What the exercise asks » Without carrying over a single picture, write out the records below exactly.

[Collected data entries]

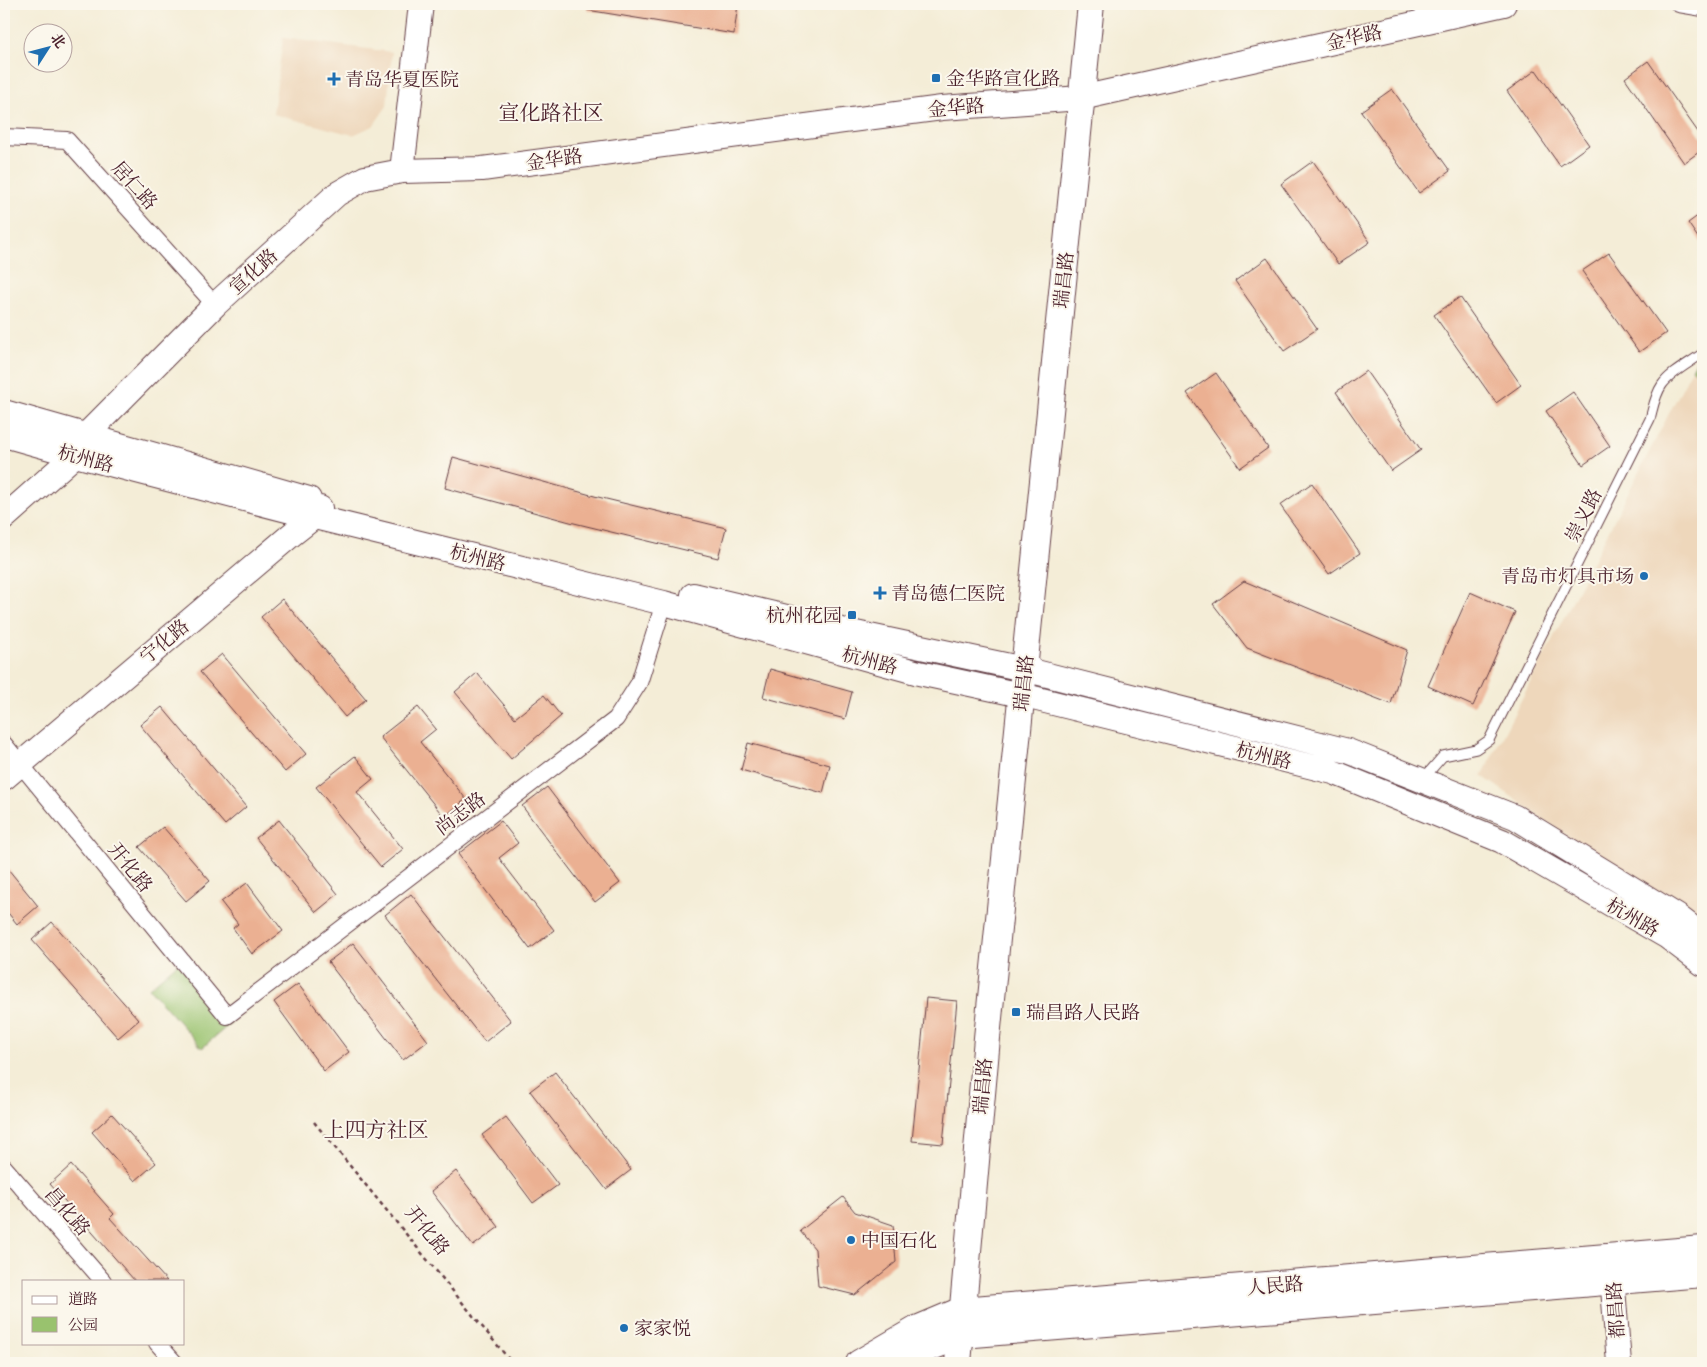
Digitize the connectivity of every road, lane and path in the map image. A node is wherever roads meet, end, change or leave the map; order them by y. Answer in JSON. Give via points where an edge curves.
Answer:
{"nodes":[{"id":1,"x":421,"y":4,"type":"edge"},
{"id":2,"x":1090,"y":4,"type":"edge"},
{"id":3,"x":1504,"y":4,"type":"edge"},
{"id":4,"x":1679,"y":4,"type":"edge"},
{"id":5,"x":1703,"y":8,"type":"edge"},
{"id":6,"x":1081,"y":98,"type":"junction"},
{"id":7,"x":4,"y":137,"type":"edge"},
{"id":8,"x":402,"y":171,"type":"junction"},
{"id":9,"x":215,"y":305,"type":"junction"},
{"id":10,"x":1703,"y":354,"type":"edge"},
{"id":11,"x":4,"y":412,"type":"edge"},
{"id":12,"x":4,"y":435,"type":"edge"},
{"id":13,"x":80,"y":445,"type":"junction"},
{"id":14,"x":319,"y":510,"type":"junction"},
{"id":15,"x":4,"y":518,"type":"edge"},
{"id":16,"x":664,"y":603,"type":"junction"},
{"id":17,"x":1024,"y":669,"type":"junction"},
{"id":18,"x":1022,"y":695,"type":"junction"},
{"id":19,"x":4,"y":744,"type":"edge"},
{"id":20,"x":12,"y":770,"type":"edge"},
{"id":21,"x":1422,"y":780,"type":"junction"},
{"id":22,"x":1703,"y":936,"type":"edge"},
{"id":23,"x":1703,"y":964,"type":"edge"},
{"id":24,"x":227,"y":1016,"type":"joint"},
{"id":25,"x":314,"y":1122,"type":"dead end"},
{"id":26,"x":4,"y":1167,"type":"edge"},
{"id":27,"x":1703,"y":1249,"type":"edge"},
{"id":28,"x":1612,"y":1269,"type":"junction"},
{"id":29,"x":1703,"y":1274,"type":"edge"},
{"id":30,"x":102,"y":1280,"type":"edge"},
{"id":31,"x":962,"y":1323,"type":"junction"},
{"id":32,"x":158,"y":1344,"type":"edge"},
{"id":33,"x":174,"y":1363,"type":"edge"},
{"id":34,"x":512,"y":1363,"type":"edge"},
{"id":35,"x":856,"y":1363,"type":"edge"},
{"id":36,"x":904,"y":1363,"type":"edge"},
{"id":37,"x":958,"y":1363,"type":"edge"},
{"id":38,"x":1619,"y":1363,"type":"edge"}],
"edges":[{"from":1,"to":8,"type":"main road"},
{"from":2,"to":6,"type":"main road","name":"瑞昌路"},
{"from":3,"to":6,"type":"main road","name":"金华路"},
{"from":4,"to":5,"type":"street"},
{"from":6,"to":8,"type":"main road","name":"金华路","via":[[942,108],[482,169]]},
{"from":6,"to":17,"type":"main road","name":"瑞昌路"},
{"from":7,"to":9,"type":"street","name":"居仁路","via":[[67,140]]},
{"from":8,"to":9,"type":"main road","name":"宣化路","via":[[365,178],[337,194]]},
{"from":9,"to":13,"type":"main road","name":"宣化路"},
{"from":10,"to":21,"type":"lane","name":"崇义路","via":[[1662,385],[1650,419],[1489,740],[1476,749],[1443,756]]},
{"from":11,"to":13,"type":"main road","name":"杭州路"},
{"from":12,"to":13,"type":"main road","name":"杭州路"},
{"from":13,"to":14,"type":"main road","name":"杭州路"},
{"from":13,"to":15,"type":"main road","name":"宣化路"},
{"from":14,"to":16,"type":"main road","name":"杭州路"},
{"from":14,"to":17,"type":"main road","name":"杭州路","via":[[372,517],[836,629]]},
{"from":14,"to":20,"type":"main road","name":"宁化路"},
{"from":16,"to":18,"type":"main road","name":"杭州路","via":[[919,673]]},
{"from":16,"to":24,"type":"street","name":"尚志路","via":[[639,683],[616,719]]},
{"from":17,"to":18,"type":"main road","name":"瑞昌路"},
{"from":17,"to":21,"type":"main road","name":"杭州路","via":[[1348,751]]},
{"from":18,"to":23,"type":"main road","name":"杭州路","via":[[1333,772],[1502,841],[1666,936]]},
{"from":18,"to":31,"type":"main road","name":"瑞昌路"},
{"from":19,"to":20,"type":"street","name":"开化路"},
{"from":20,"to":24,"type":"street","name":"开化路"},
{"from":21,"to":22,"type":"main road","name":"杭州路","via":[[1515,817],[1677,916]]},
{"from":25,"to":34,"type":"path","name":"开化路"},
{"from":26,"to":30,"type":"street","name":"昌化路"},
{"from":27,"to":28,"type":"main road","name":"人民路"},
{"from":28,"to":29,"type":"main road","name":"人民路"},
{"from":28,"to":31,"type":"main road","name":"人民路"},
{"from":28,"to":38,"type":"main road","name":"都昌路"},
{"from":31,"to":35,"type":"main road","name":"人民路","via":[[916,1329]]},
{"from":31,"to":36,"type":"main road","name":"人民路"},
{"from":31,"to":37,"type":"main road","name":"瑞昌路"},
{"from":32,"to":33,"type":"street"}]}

Written solution »
Digitize the connectivity of every road, lane and path in the map image. A node is wherever roads meet, end, change or leave the map; order them by y. Answer in JSON. Give via points where an edge curves.
Answer:
{"nodes":[{"id":1,"x":421,"y":4,"type":"edge"},
{"id":2,"x":1090,"y":4,"type":"edge"},
{"id":3,"x":1504,"y":4,"type":"edge"},
{"id":4,"x":1679,"y":4,"type":"edge"},
{"id":5,"x":1703,"y":8,"type":"edge"},
{"id":6,"x":1081,"y":98,"type":"junction"},
{"id":7,"x":4,"y":137,"type":"edge"},
{"id":8,"x":402,"y":171,"type":"junction"},
{"id":9,"x":215,"y":305,"type":"junction"},
{"id":10,"x":1703,"y":354,"type":"edge"},
{"id":11,"x":4,"y":412,"type":"edge"},
{"id":12,"x":4,"y":435,"type":"edge"},
{"id":13,"x":80,"y":445,"type":"junction"},
{"id":14,"x":319,"y":510,"type":"junction"},
{"id":15,"x":4,"y":518,"type":"edge"},
{"id":16,"x":664,"y":603,"type":"junction"},
{"id":17,"x":1024,"y":669,"type":"junction"},
{"id":18,"x":1022,"y":695,"type":"junction"},
{"id":19,"x":4,"y":744,"type":"edge"},
{"id":20,"x":12,"y":770,"type":"edge"},
{"id":21,"x":1422,"y":780,"type":"junction"},
{"id":22,"x":1703,"y":936,"type":"edge"},
{"id":23,"x":1703,"y":964,"type":"edge"},
{"id":24,"x":227,"y":1016,"type":"joint"},
{"id":25,"x":314,"y":1122,"type":"dead end"},
{"id":26,"x":4,"y":1167,"type":"edge"},
{"id":27,"x":1703,"y":1249,"type":"edge"},
{"id":28,"x":1612,"y":1269,"type":"junction"},
{"id":29,"x":1703,"y":1274,"type":"edge"},
{"id":30,"x":102,"y":1280,"type":"edge"},
{"id":31,"x":962,"y":1323,"type":"junction"},
{"id":32,"x":158,"y":1344,"type":"edge"},
{"id":33,"x":174,"y":1363,"type":"edge"},
{"id":34,"x":512,"y":1363,"type":"edge"},
{"id":35,"x":856,"y":1363,"type":"edge"},
{"id":36,"x":904,"y":1363,"type":"edge"},
{"id":37,"x":958,"y":1363,"type":"edge"},
{"id":38,"x":1619,"y":1363,"type":"edge"}],
"edges":[{"from":1,"to":8,"type":"main road"},
{"from":2,"to":6,"type":"main road","name":"瑞昌路"},
{"from":3,"to":6,"type":"main road","name":"金华路"},
{"from":4,"to":5,"type":"street"},
{"from":6,"to":8,"type":"main road","name":"金华路","via":[[942,108],[482,169]]},
{"from":6,"to":17,"type":"main road","name":"瑞昌路"},
{"from":7,"to":9,"type":"street","name":"居仁路","via":[[67,140]]},
{"from":8,"to":9,"type":"main road","name":"宣化路","via":[[365,178],[337,194]]},
{"from":9,"to":13,"type":"main road","name":"宣化路"},
{"from":10,"to":21,"type":"lane","name":"崇义路","via":[[1662,385],[1650,419],[1489,740],[1476,749],[1443,756]]},
{"from":11,"to":13,"type":"main road","name":"杭州路"},
{"from":12,"to":13,"type":"main road","name":"杭州路"},
{"from":13,"to":14,"type":"main road","name":"杭州路"},
{"from":13,"to":15,"type":"main road","name":"宣化路"},
{"from":14,"to":16,"type":"main road","name":"杭州路"},
{"from":14,"to":17,"type":"main road","name":"杭州路","via":[[372,517],[836,629]]},
{"from":14,"to":20,"type":"main road","name":"宁化路"},
{"from":16,"to":18,"type":"main road","name":"杭州路","via":[[919,673]]},
{"from":16,"to":24,"type":"street","name":"尚志路","via":[[639,683],[616,719]]},
{"from":17,"to":18,"type":"main road","name":"瑞昌路"},
{"from":17,"to":21,"type":"main road","name":"杭州路","via":[[1348,751]]},
{"from":18,"to":23,"type":"main road","name":"杭州路","via":[[1333,772],[1502,841],[1666,936]]},
{"from":18,"to":31,"type":"main road","name":"瑞昌路"},
{"from":19,"to":20,"type":"street","name":"开化路"},
{"from":20,"to":24,"type":"street","name":"开化路"},
{"from":21,"to":22,"type":"main road","name":"杭州路","via":[[1515,817],[1677,916]]},
{"from":25,"to":34,"type":"path","name":"开化路"},
{"from":26,"to":30,"type":"street","name":"昌化路"},
{"from":27,"to":28,"type":"main road","name":"人民路"},
{"from":28,"to":29,"type":"main road","name":"人民路"},
{"from":28,"to":31,"type":"main road","name":"人民路"},
{"from":28,"to":38,"type":"main road","name":"都昌路"},
{"from":31,"to":35,"type":"main road","name":"人民路","via":[[916,1329]]},
{"from":31,"to":36,"type":"main road","name":"人民路"},
{"from":31,"to":37,"type":"main road","name":"瑞昌路"},
{"from":32,"to":33,"type":"street"}]}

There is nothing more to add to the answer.